MAN’S SEARCH FOR MEANING

Psychiatrist Viktor Frankl’s memoir has riveted generations of readers with its descriptions of life in Nazi death camps and its lessons for spiritual survival.

Between 1942 and 1945 Frankl labored in four different camps, including Auschwitz, while his parents, brother, and pregnant wife perished.

Based on his own experience and the experiences of others he treated later in his practice, Frankl argues that we cannot avoid suffering but we can choose how to cope with it, find meaning in it, and move forward with renewed purpose.

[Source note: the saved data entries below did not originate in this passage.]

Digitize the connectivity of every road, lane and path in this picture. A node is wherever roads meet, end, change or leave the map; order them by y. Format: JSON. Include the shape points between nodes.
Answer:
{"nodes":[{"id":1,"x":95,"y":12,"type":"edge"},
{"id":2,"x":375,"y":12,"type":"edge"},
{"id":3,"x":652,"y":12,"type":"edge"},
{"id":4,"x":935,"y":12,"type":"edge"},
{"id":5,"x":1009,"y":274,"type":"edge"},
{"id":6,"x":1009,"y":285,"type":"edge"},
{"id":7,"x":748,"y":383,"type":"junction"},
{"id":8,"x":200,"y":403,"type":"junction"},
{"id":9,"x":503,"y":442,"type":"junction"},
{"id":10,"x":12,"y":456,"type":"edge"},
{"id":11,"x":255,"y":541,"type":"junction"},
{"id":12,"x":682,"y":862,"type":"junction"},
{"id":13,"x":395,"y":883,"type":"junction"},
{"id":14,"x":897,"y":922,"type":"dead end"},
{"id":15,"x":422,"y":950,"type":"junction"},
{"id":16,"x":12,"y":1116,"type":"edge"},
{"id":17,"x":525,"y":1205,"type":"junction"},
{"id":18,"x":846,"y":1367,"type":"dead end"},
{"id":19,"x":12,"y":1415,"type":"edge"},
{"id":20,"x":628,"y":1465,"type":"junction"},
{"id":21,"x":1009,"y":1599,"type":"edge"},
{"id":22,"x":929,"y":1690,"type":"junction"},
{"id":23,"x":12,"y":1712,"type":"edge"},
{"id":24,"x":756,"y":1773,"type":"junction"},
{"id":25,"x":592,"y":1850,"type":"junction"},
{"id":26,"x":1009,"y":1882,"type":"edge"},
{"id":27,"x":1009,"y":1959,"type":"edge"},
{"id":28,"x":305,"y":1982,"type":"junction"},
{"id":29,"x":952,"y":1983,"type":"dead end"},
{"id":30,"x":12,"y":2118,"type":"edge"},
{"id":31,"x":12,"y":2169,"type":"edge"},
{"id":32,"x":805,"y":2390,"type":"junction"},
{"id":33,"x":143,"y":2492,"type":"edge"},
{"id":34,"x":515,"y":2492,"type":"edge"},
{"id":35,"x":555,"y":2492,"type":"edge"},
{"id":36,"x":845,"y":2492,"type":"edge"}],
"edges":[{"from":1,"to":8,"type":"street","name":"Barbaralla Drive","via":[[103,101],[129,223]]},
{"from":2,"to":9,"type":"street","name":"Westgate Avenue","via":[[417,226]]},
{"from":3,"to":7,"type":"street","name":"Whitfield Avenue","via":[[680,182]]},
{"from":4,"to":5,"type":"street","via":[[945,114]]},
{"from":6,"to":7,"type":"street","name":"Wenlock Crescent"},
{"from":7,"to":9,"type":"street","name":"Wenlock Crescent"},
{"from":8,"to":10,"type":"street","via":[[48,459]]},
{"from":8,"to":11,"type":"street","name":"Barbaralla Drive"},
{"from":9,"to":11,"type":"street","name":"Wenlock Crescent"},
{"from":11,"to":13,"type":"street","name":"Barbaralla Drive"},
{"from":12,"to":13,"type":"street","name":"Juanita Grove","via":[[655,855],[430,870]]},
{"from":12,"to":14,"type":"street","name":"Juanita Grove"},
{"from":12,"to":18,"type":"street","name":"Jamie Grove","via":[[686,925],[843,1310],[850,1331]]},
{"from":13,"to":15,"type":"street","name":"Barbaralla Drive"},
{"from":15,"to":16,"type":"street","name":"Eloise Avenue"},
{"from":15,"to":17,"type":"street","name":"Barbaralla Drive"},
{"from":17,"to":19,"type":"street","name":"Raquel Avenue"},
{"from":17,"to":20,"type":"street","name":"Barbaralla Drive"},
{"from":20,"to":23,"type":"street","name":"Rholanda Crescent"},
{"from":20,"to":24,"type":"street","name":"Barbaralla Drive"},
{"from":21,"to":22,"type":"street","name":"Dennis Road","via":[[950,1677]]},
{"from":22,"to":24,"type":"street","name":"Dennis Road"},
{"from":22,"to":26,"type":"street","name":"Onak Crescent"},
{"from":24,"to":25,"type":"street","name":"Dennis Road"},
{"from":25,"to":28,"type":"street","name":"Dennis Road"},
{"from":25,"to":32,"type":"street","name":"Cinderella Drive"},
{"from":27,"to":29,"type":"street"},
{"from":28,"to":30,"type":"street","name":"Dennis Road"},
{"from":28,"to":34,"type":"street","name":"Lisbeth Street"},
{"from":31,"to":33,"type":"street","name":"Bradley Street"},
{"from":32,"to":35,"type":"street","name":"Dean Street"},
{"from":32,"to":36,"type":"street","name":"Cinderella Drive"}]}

Frankl’s theory-known as logotherapy, from the Greek word logos (“meaning”)-holds that our primary drive in life is not pleasure, as Freud maintained, but the discovery and pursuit of what we personally find meaningful.

At the time of Frankl’s death in 1997, Man’s Search for Meaning had sold more than 10 million copies in twenty-four languages.

A 1991 reader survey for the Library of Congress that asked readers to name a “book that made a difference in your life” found Man’s Search for Meaning among the ten most influential books in America.

Editions

The book’s original title in German is …trotzdem Ja zum Leben sagen: Ein Psychologe erlebt das Konzentrationslager: that is, “…To Nevertheless Say ‘Yes’ to Life: A Psychologist Experiences the Concentration Camps”.

The title of the first English-language translation was From Death-Camp to Existentialism.

The book’s common full English title is Man’s Search for Meaning: An Introduction to Logotherapy, although this subtitle is often not printed on the cover of modern editions.